• THE PROBLEM
In full and without deviation, write out the entries that follow.

• GIVEN ENTRIES
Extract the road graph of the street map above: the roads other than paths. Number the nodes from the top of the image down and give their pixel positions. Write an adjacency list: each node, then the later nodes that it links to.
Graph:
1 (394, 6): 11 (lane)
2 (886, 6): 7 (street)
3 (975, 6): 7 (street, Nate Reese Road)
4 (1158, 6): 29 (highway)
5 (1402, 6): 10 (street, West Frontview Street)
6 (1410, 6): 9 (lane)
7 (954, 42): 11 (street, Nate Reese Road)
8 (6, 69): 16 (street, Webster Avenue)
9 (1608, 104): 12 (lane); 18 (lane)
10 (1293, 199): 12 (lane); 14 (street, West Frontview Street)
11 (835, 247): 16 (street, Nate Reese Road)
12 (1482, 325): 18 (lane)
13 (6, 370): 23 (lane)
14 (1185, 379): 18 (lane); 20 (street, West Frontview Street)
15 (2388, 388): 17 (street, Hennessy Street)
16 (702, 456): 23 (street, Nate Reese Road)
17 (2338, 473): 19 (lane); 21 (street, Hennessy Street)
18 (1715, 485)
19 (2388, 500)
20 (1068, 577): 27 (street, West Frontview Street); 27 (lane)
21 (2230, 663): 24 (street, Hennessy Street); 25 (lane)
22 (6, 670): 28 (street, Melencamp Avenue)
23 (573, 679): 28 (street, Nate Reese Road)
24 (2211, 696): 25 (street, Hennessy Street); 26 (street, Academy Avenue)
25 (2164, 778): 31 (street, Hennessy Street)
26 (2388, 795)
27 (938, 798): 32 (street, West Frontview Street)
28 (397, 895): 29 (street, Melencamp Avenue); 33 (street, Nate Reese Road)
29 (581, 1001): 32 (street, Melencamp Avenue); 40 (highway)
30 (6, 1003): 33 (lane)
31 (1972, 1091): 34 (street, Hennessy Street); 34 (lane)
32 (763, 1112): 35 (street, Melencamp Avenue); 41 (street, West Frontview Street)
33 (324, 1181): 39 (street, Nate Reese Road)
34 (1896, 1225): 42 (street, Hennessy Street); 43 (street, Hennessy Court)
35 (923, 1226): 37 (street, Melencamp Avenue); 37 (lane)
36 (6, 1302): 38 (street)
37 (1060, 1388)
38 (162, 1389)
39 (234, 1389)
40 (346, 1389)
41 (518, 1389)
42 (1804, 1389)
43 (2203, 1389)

• RESPONSE
Extract the road graph of the street map above: the roads other than paths. Number the nodes from the top of the image down and give their pixel positions. Write an adjacency list: each node, then the later nodes that it links to.
Graph:
1 (394, 6): 11 (lane)
2 (886, 6): 7 (street)
3 (975, 6): 7 (street, Nate Reese Road)
4 (1158, 6): 29 (highway)
5 (1402, 6): 10 (street, West Frontview Street)
6 (1410, 6): 9 (lane)
7 (954, 42): 11 (street, Nate Reese Road)
8 (6, 69): 16 (street, Webster Avenue)
9 (1608, 104): 12 (lane); 18 (lane)
10 (1293, 199): 12 (lane); 14 (street, West Frontview Street)
11 (835, 247): 16 (street, Nate Reese Road)
12 (1482, 325): 18 (lane)
13 (6, 370): 23 (lane)
14 (1185, 379): 18 (lane); 20 (street, West Frontview Street)
15 (2388, 388): 17 (street, Hennessy Street)
16 (702, 456): 23 (street, Nate Reese Road)
17 (2338, 473): 19 (lane); 21 (street, Hennessy Street)
18 (1715, 485)
19 (2388, 500)
20 (1068, 577): 27 (street, West Frontview Street); 27 (lane)
21 (2230, 663): 24 (street, Hennessy Street); 25 (lane)
22 (6, 670): 28 (street, Melencamp Avenue)
23 (573, 679): 28 (street, Nate Reese Road)
24 (2211, 696): 25 (street, Hennessy Street); 26 (street, Academy Avenue)
25 (2164, 778): 31 (street, Hennessy Street)
26 (2388, 795)
27 (938, 798): 32 (street, West Frontview Street)
28 (397, 895): 29 (street, Melencamp Avenue); 33 (street, Nate Reese Road)
29 (581, 1001): 32 (street, Melencamp Avenue); 40 (highway)
30 (6, 1003): 33 (lane)
31 (1972, 1091): 34 (street, Hennessy Street); 34 (lane)
32 (763, 1112): 35 (street, Melencamp Avenue); 41 (street, West Frontview Street)
33 (324, 1181): 39 (street, Nate Reese Road)
34 (1896, 1225): 42 (street, Hennessy Street); 43 (street, Hennessy Court)
35 (923, 1226): 37 (street, Melencamp Avenue); 37 (lane)
36 (6, 1302): 38 (street)
37 (1060, 1388)
38 (162, 1389)
39 (234, 1389)
40 (346, 1389)
41 (518, 1389)
42 (1804, 1389)
43 (2203, 1389)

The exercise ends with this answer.